From my own experience, I think it truly depends on the platform, ESPECIALLY when it's Cross Border type. Doing something as simple as a private placement can be multiples more difficult when dealing w/ companies incorporated or domiciled in different countries. Typically it won't be the bankers who are the reason behind execution; while they may play a part in certain details on whether a deal gets executed or not, typically the platform (stuff like due diligence, laws, mandates, all the filings and documents, etc). Having worked in several Cross Border transactions across several products (M&A, PP's, IPO's, debt financings), I can definitely attest to the exasperating little details that can complicate a deal. That being said, these massive banks do have lawyers and ops people constantly working to try and smooth out those issues, albeit while those deals are just naturally more difficult to close.

From what I've heard, they've cut a lot of jobs in their AEJ equities groups. I don't know what this means for the future of their firm (esp. cause it's HQ'ed in Asia, lol).

Again, take my input with a grain of salt. I don't work at Nomura, but I do know certain things about their culture and dealings (as much as someone on the outside could gather). I don't currently work there, but I do have experience in Cross Border transactions with a different firm so I can attest to similar situations that Nomura may face on a smaller level.

 

Lehman had a team culture of us vs. them and swung a little nerdier than most banks- a throwback to the pre-AMEX Peterson days- but at the end of the day, it was still an aggressive Wall Street firm that could make tough decisions.

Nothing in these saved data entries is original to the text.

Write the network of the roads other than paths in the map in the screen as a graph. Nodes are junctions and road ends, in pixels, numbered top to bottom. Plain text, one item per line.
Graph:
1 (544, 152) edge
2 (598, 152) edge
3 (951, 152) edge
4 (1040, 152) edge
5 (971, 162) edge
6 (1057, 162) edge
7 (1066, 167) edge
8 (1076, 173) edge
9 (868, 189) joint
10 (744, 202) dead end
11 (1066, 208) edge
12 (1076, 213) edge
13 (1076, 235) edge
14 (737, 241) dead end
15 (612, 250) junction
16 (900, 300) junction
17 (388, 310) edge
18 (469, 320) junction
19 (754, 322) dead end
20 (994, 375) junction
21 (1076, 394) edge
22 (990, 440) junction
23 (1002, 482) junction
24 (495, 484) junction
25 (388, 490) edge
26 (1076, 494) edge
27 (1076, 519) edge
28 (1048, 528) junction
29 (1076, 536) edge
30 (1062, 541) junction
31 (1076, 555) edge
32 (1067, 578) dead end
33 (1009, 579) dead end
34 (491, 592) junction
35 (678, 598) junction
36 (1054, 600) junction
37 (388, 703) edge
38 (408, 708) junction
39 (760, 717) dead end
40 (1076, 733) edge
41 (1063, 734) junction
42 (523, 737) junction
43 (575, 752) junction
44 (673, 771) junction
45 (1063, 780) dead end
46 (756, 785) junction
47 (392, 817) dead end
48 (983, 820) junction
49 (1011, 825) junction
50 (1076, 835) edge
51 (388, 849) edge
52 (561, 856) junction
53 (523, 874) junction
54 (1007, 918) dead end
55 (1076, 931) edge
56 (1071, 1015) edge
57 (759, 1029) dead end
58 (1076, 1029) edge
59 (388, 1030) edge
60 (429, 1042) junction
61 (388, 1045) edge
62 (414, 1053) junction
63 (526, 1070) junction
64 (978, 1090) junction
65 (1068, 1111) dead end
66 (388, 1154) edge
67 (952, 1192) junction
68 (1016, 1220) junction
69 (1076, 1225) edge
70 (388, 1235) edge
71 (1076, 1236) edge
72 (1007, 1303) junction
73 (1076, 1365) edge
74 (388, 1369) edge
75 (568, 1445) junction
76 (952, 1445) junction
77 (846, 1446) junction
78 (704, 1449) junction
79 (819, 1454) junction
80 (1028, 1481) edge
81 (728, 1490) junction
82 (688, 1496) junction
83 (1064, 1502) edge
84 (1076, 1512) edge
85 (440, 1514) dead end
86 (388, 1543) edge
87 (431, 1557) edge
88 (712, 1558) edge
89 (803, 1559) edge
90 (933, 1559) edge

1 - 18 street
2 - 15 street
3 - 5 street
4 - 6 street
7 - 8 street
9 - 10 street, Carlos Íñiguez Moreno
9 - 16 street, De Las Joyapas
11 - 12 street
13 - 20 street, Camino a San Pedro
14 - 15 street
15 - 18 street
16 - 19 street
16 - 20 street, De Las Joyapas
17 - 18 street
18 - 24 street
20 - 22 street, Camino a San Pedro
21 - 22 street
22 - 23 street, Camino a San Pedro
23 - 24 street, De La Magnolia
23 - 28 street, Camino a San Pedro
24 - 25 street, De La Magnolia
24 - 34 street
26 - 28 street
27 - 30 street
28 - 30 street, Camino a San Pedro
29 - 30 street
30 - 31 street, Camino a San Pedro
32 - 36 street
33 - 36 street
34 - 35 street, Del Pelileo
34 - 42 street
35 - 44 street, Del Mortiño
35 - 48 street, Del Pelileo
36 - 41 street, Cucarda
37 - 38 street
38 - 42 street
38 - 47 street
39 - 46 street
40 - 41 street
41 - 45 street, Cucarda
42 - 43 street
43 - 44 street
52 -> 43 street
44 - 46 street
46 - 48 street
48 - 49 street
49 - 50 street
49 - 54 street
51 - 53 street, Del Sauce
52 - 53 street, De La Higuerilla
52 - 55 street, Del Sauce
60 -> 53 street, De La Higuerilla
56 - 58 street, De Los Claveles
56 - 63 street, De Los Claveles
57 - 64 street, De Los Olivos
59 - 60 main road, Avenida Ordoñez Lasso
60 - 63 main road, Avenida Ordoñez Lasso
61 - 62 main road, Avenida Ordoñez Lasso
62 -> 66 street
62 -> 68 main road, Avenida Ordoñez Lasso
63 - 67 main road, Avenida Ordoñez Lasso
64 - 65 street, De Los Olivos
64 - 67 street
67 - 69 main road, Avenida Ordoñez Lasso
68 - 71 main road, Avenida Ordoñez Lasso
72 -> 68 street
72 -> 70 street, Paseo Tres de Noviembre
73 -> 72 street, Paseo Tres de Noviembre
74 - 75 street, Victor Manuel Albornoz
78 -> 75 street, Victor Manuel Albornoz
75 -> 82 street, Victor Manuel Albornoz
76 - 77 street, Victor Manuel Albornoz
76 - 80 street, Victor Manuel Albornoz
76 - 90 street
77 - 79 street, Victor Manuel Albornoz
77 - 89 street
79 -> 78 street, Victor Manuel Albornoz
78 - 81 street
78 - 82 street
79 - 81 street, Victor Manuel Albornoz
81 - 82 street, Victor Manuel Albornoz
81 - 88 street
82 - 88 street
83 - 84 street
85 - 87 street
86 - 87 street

Nomura is a lot more reserved. I'm not saying they aren't going to pull it off, but a Wall Street firm and a conservative Japanese bank mix like oil and water. The question is whether they will mix like a nice Ginger dressing or like an oil spill.

The markets have been moving decidedly nerdier over the past ten years, and I expect the move to continue. That means more quants, more programmers, and more research guys gaining more control over the decision making process. And that tends to be the people I've been hearing about getting hired into nice spots at Nomura. Really really smart, but more quiet guys. They've seen how it's done and I think they're ready to pull it off, but they never had a chance when other folks at Lehman were a lot more aggressive.

I think they can make this work. At the end of the day, when it comes to the markets, competence really trumps aggressiveness.

 

It's the old IQ vs. EQ argument. Do you want the guy who can calculate risk or the one who has the stomach for it. Not that they are necessarily mutually exclusive. I do think the move to an all-quant-all-the-time industry is in some ways a lot more risky. Both beasts suffer from different types of avarice, in my experience aggressive guys can be easier to reason with than a numbers guy who worship models of the linear sort.

 

Could it work around the other way; the Nomura-ization of former Lehman employees.

I would think it to be a risky move for Nomura to change from the Japanese cultural conservative design it is known for to that of a more Wall Street-esque and cut-throat setting based on a few thousand Lehman hires.

It is no doubt that the experience of the old Lehman employees would offer a flavor of Americanization to the company but would it really have a concrete influence?

One thing I would also consider is the employee retention rate of the Lehman hires. The culture clash and differences of the two firms seems to have already caused some defections among the old Lehman employees. Also, it seems that Normura may hold some business practices that may be viewed as archaic in the eyes of the average American professional, which could drive employees away.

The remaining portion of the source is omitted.